▸ Task to complete
This task calls for copying every line of the records that includes the word "Pulasan".

── The records ──

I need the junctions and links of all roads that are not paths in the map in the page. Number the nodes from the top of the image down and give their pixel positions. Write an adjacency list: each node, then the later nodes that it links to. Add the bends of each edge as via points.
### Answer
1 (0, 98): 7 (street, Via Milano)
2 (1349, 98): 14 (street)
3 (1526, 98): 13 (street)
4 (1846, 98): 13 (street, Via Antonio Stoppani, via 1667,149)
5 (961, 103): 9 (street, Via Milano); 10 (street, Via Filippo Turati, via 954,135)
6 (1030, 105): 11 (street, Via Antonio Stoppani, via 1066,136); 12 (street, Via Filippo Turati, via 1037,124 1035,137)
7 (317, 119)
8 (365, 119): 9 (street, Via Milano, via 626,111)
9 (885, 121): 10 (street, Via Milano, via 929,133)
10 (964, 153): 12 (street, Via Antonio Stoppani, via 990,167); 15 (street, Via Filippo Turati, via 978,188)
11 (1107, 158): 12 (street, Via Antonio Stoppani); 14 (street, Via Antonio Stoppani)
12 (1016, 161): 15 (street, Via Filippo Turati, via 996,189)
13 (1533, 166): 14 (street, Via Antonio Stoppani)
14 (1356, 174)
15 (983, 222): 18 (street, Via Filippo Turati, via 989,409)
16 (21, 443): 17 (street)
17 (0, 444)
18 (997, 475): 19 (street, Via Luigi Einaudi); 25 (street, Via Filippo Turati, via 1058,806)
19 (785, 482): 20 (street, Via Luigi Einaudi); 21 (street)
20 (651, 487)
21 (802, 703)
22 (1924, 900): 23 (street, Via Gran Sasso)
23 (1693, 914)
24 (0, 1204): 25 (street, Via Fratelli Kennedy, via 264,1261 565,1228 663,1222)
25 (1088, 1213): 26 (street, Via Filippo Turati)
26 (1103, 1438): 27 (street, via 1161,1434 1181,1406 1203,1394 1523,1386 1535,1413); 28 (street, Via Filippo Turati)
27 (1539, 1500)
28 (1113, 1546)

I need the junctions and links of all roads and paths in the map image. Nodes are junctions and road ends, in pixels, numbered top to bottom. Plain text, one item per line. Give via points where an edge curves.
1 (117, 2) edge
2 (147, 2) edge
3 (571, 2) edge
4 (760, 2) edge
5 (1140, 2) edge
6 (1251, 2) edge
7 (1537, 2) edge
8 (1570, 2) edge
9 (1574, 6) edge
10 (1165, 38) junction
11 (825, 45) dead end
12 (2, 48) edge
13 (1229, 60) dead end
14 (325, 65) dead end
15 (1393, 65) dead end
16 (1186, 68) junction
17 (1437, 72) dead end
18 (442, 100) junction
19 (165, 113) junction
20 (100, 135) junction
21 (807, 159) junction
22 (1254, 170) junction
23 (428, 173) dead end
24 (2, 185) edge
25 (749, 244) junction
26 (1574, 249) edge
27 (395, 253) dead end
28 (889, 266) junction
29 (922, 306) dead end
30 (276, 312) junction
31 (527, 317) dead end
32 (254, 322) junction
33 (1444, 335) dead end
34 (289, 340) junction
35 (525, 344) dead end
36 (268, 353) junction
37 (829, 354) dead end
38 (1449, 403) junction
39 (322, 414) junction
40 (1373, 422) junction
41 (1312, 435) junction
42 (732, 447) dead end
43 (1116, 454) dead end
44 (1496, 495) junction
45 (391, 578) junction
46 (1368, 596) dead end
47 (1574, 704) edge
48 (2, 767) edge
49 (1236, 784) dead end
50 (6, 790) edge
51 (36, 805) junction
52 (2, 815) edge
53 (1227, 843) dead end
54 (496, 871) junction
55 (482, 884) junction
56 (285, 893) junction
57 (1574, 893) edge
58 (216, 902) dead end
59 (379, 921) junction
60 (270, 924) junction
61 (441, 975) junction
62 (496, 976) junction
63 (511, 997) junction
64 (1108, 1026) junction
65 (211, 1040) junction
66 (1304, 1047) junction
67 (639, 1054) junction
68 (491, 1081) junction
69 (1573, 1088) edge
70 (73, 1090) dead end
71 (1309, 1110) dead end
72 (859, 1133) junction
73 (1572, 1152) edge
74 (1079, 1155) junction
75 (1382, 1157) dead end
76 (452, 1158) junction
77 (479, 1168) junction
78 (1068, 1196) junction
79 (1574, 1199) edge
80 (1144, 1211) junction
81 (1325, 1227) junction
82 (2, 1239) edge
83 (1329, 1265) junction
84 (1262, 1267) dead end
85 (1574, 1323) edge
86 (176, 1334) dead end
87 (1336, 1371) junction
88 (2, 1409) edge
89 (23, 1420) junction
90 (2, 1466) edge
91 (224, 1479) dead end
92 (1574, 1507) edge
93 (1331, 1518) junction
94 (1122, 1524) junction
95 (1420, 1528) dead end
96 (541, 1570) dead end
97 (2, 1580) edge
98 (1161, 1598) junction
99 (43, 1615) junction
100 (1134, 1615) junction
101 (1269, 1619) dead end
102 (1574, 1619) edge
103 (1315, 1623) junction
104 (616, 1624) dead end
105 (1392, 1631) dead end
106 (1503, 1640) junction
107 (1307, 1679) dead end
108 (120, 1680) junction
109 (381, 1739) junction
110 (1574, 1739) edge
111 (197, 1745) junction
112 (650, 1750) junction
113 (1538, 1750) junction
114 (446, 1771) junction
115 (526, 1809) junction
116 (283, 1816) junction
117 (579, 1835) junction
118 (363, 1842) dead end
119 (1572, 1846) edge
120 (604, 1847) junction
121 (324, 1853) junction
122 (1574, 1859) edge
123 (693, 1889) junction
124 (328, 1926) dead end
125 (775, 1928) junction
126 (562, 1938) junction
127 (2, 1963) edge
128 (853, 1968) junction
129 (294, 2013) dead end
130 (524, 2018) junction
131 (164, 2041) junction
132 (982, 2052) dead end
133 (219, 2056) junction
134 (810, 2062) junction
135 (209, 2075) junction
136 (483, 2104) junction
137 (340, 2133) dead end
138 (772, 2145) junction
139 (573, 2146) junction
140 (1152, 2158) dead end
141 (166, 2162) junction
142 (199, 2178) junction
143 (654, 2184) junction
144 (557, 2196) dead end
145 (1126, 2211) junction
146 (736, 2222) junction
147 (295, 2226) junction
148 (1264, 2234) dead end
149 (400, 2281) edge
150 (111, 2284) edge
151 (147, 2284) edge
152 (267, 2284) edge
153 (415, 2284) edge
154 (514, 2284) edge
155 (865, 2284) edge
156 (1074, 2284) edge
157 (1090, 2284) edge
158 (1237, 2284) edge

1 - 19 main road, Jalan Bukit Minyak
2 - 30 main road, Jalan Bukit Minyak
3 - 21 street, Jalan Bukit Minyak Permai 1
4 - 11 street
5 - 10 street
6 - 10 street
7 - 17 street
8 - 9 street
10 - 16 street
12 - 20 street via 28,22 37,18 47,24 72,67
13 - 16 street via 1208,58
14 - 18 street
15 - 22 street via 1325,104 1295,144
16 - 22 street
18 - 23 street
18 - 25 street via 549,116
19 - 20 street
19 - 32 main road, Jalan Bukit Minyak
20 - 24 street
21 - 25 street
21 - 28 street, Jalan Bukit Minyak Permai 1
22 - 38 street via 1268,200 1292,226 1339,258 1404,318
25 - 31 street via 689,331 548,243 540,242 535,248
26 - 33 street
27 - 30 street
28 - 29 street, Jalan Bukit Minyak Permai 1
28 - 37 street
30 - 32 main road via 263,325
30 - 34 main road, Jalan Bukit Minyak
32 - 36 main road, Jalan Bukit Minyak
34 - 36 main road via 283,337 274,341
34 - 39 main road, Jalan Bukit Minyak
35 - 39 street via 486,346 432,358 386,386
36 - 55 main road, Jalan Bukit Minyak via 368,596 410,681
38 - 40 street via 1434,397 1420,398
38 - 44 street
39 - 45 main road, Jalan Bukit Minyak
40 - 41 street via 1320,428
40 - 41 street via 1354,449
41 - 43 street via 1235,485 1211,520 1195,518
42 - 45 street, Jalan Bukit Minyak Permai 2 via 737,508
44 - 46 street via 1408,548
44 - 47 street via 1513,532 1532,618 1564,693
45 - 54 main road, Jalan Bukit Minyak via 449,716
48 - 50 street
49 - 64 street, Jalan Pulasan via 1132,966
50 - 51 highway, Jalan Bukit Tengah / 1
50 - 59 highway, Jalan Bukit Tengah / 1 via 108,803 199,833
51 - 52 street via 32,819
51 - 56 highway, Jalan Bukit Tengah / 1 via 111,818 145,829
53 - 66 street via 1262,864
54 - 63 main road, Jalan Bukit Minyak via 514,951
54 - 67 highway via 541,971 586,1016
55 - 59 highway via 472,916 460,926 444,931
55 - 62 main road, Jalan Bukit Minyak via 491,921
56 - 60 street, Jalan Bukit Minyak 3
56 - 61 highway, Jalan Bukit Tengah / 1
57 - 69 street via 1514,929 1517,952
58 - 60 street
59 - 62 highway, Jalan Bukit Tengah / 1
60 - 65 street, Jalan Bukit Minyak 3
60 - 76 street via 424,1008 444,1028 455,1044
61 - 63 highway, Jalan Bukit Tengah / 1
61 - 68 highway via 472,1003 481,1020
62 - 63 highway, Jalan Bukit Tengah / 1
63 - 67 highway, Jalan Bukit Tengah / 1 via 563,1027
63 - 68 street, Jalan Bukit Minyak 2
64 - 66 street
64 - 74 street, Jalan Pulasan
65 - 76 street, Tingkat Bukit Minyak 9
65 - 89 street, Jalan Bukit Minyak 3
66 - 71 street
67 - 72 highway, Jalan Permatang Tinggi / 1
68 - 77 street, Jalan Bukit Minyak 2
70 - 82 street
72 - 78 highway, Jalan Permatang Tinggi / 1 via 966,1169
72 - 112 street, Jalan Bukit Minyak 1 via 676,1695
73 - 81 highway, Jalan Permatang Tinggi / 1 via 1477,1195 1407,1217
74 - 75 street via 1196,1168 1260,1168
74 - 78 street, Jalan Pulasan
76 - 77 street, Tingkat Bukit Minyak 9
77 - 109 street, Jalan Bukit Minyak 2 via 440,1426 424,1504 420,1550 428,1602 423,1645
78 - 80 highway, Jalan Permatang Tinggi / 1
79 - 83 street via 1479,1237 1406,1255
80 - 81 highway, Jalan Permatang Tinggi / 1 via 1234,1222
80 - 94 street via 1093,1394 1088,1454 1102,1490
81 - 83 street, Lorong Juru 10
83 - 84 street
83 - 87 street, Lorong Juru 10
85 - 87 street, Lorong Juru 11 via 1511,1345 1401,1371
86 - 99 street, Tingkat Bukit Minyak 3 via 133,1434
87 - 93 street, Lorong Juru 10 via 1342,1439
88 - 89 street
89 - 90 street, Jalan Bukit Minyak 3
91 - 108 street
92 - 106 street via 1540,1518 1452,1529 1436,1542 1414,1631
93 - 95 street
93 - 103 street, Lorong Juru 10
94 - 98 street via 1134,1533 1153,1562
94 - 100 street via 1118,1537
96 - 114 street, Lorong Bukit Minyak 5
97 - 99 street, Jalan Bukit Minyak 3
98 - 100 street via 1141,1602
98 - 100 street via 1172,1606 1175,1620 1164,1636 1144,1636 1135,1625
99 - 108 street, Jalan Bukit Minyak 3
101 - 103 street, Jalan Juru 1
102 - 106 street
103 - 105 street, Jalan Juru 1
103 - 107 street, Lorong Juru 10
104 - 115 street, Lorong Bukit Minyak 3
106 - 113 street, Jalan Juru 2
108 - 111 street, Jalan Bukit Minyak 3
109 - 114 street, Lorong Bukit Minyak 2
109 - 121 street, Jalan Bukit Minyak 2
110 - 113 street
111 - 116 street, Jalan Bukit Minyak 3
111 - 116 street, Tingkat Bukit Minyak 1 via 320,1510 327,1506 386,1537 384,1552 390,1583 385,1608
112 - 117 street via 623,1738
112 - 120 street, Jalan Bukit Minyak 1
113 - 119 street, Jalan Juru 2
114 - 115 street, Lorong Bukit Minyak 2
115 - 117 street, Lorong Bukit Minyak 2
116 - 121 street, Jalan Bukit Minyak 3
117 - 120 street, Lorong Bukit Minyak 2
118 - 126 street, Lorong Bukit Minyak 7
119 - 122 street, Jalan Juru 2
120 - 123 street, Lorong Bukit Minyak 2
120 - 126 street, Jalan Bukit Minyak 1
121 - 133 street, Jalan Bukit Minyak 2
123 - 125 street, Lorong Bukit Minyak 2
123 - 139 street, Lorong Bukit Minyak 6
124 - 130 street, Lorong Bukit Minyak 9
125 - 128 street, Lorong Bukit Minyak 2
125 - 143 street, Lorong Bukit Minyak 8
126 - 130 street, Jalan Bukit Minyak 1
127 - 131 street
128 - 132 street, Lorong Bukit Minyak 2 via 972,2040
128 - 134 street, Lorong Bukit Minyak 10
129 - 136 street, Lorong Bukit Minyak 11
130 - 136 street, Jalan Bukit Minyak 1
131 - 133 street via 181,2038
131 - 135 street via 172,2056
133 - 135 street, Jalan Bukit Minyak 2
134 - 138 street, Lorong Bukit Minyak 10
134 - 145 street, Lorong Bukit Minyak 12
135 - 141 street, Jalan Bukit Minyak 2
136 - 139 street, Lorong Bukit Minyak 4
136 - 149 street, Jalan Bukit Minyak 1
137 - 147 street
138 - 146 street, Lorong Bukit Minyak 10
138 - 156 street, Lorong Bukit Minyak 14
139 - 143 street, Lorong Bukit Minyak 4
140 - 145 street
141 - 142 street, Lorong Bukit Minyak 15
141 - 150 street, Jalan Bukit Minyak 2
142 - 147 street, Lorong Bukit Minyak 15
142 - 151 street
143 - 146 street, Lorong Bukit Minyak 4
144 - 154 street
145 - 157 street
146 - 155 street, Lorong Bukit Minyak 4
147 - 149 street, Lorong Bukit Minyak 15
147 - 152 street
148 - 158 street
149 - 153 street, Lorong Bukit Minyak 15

───

▸ Solution to the problem
49 - 64 street, Jalan Pulasan via 1132,966
64 - 74 street, Jalan Pulasan
74 - 78 street, Jalan Pulasan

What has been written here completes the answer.